The crypt in the package name is historical. The underlying transformation is a salted hash, not reversible encryption:

  • A normalized version of each input value is concatenated with a user-provided salt (key) and hashed with digest::digest().
  • The default algorithm is "md5". Any algorithm supported by digest::digest() ("sha1", "sha256", "sha512", …) is accepted via the algorithm parameter — see Algorithm choice below.
  • Holding the output does not let anyone recover the input. Only the correspondence table (or a rainbow-table-style attack on a weak key) does.

Consequence: cryptRopen is suitable for pseudonymization under regulations such as GDPR, not for confidentiality-bearing encryption.

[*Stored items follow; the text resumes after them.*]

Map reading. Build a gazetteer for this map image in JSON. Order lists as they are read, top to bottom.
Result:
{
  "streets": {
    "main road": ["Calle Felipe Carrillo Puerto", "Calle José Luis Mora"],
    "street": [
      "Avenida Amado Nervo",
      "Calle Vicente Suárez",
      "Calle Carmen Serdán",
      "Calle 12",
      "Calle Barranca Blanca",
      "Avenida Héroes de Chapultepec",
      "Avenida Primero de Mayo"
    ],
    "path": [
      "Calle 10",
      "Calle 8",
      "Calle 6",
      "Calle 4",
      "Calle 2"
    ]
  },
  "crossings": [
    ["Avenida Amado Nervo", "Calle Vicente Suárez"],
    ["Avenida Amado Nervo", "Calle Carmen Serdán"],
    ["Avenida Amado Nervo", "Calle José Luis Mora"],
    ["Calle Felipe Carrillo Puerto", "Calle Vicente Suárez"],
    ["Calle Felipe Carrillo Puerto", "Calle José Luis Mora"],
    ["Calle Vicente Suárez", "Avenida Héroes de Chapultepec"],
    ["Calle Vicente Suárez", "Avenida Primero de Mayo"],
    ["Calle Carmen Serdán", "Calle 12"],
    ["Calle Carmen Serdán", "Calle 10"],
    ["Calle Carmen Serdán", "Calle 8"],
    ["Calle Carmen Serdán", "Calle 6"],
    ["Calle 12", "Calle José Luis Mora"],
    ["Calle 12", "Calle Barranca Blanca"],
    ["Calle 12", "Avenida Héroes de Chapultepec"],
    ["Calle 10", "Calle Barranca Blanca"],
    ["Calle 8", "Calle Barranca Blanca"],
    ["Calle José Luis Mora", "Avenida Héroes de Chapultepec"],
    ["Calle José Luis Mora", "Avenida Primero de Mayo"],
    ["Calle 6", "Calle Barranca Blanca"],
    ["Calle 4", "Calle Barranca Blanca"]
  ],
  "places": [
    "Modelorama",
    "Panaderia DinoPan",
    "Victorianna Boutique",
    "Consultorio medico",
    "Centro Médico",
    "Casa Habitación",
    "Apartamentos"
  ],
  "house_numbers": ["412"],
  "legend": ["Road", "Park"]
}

When not to use cryptRopen

Pseudonymization is one tool among several. Reach for a different approach when:

  • You need to recover the original value later. A salted hash is one-way. If your workflow must un-pseudonymize at some point, use symmetric encryption (e.g. the safer or sodium packages) and manage the key separately.
  • You need formal anonymization, not pseudonymization. Under regulations such as GDPR, pseudonymized data is still personal data — the correspondence table is the de facto re-identification key. For irreversible anonymization, consider differential privacy, k-anonymity, or aggregation.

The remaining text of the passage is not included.